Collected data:
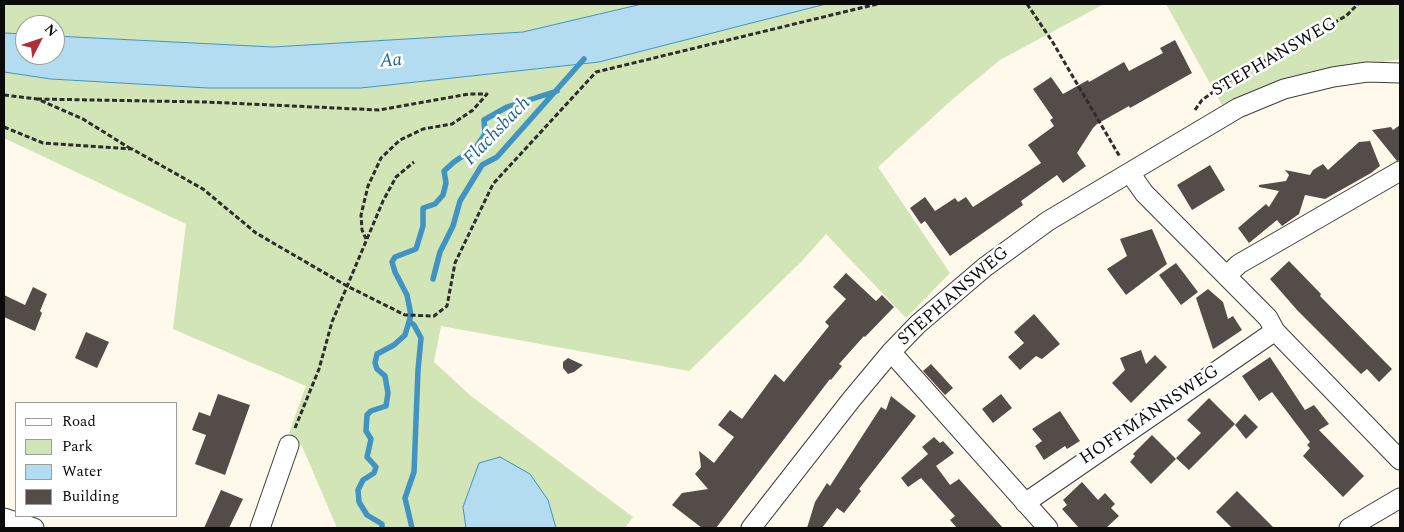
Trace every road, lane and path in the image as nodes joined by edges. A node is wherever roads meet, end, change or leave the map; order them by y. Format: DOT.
graph roads {
  1 [pos="877,4"];
  2 [pos="1027,4"];
  3 [pos="1358,4"];
  4 [pos="1400,73"];
  5 [pos="4,95"];
  6 [pos="37,99"];
  7 [pos="1193,112"];
  8 [pos="4,127"];
  9 [pos="132,149"];
  10 [pos="414,162"];
  11 [pos="1400,171"];
  12 [pos="1130,173"];
  13 [pos="366,239"];
  14 [pos="1226,276"];
  15 [pos="347,286"];
  16 [pos="1275,331"];
  17 [pos="891,352"];
  18 [pos="289,445"];
  19 [pos="1400,460"];
  20 [pos="1400,498"];
  21 [pos="1025,502"];
  22 [pos="4,518"];
  23 [pos="34,528"];
  24 [pos="260,528"];
  25 [pos="751,528"];
  26 [pos="1048,528"];
  27 [pos="1349,528"];
  1 -- 15 [label="path"];
  2 -- 12 [label="path"];
  3 -- 7 [label="path, STEPHANSWEG"];
  4 -- 12 [label="street, STEPHANSWEG"];
  5 -- 6 [label="path"];
  6 -- 9 [label="path"];
  6 -- 13 [label="path"];
  8 -- 9 [label="path"];
  9 -- 15 [label="path"];
  10 -- 13 [label="path"];
  11 -- 14 [label="street"];
  12 -- 14 [label="street"];
  12 -- 17 [label="street, STEPHANSWEG"];
  13 -- 15 [label="path"];
  14 -- 16 [label="street"];
  15 -- 18 [label="path"];
  16 -- 19 [label="street"];
  16 -- 21 [label="street, HOFFMANNSWEG"];
  17 -- 21 [label="street"];
  17 -- 25 [label="street, STEPHANSWEG"];
  18 -- 24 [label="street"];
  20 -- 27 [label="street"];
  21 -- 26 [label="street"];
  22 -- 23 [label="street"];
}
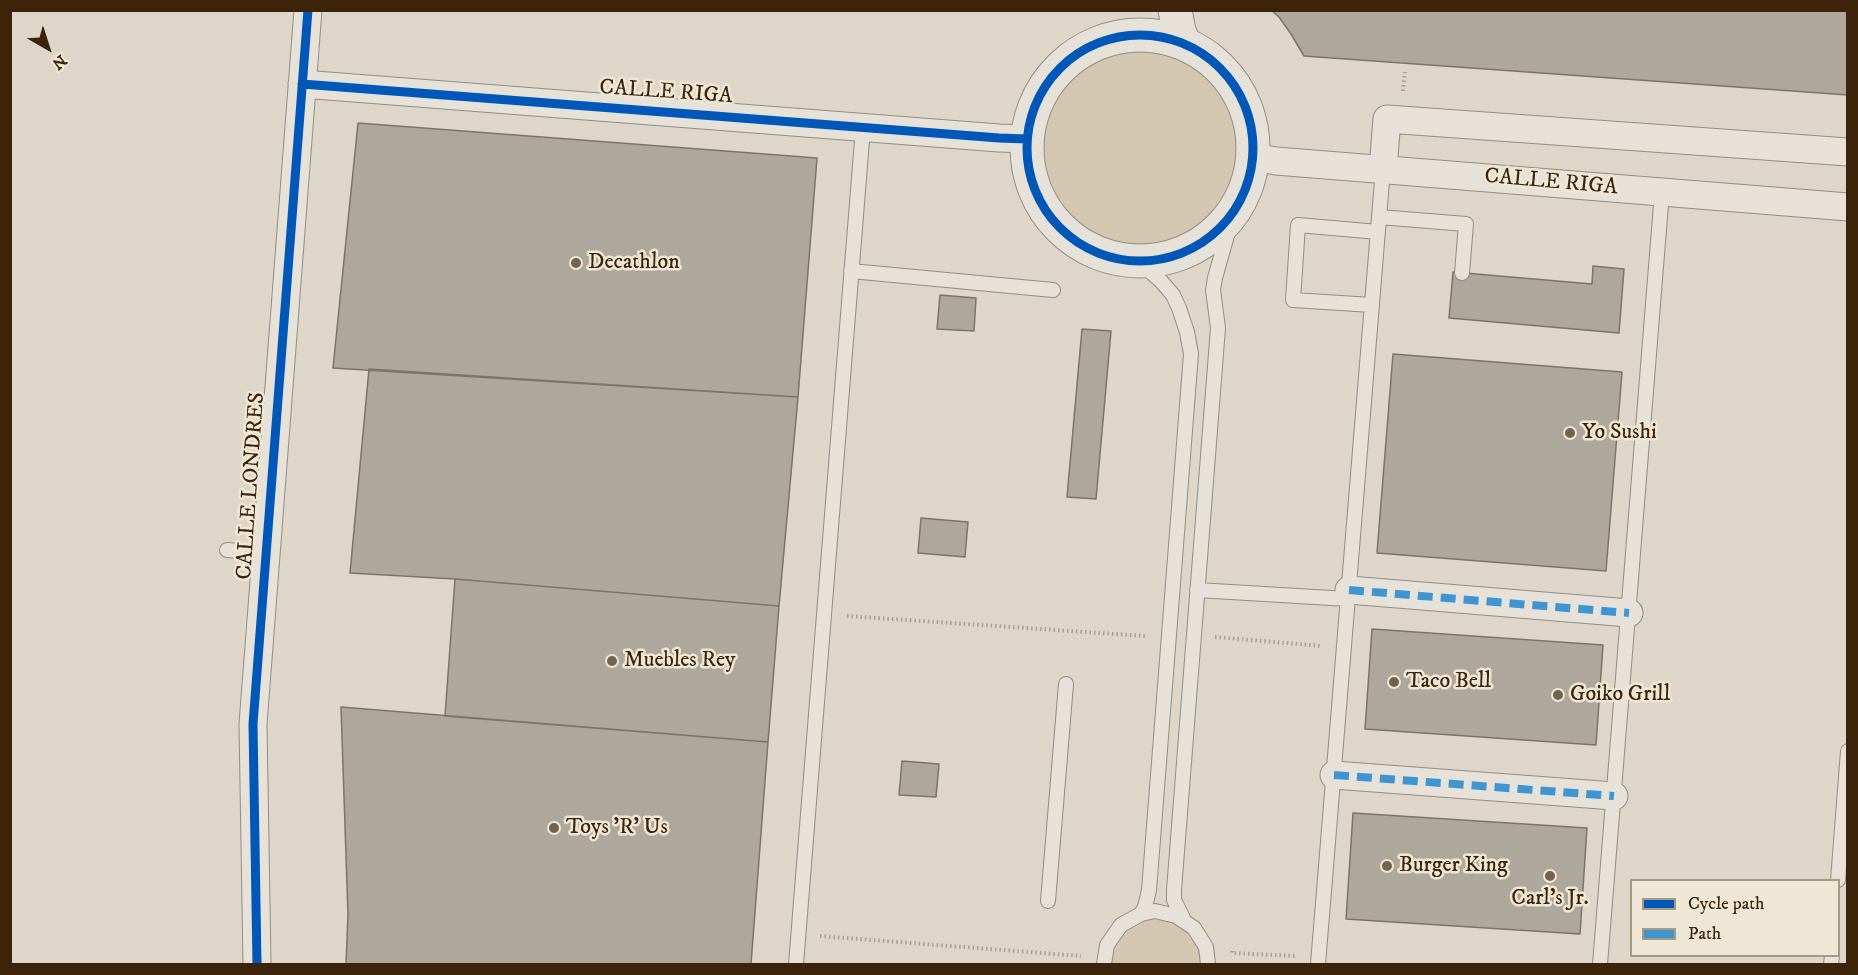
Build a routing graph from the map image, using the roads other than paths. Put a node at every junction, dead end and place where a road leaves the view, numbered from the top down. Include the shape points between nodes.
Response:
1 (308, 10) edge
2 (1126, 10) edge
3 (1175, 10) edge
4 (1106, 40) junction
5 (1184, 43) junction
6 (302, 84) junction
7 (863, 128) junction
8 (1027, 139) junction
9 (1848, 152) edge
10 (1254, 157) junction
11 (1383, 170) junction
12 (1662, 192) junction
13 (1848, 207) edge
14 (1233, 214) junction
15 (1379, 224) junction
16 (1133, 261) junction
17 (851, 271) junction
18 (1462, 273) dead end
19 (1053, 290) dead end
20 (1372, 305) junction
21 (228, 550) dead end
22 (266, 553) junction
23 (1197, 590) junction
24 (1348, 595) junction
25 (1629, 613) junction
26 (1065, 684) dead end
27 (1848, 751) edge
28 (1334, 775) junction
29 (1614, 796) junction
30 (1838, 879) edge
31 (1048, 901) dead end
32 (1141, 914) junction
33 (1182, 918) junction
34 (257, 964) edge
35 (796, 964) edge
36 (1104, 964) edge
37 (1208, 964) edge
38 (1318, 964) edge
39 (1600, 964) edge

1 - 6 street, CALLE LONDRES
2 - 4 street via 1115,32
3 - 5 street
4 - 5 street via 1144,34
4 - 8 street via 1074,56 1047,84 1030,120
5 - 10 street via 1210,58 1236,85 1250,120
6 - 7 street, CALLE RIGA
6 - 22 street, CALLE LONDRES
7 - 8 street, CALLE RIGA
7 - 17 lane
8 - 16 street via 1031,180 1049,216 1079,244 1097,253
9 - 11 street via 1387,119
10 - 11 street, CALLE RIGA
10 - 14 street via 1244,195
11 - 12 street, CALLE RIGA
11 - 15 lane
12 - 13 street, CALLE RIGA
12 - 25 lane
14 - 16 street via 1201,244 1181,254
14 - 23 lane via 1213,290 1218,328
15 - 18 lane via 1466,224
15 - 20 lane
15 - 20 lane via 1298,225 1293,300
16 - 32 lane via 1173,295 1191,354 1149,890
17 - 19 lane
17 - 35 lane
20 - 24 lane
21 - 22 lane
22 - 34 street, CALLE LONDRES via 253,724
23 - 24 lane
23 - 33 lane via 1174,890
24 - 25 street
24 - 28 lane
25 - 29 lane
26 - 31 lane
27 - 30 lane
28 - 29 street
28 - 38 lane
29 - 39 lane
32 - 33 lane via 1155,911
32 - 36 lane via 1115,931 1107,945
33 - 37 lane via 1203,940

Task details:
From the records above, work out how many lines contain the string "graph". Give only the number.

Answer to this exercise:
2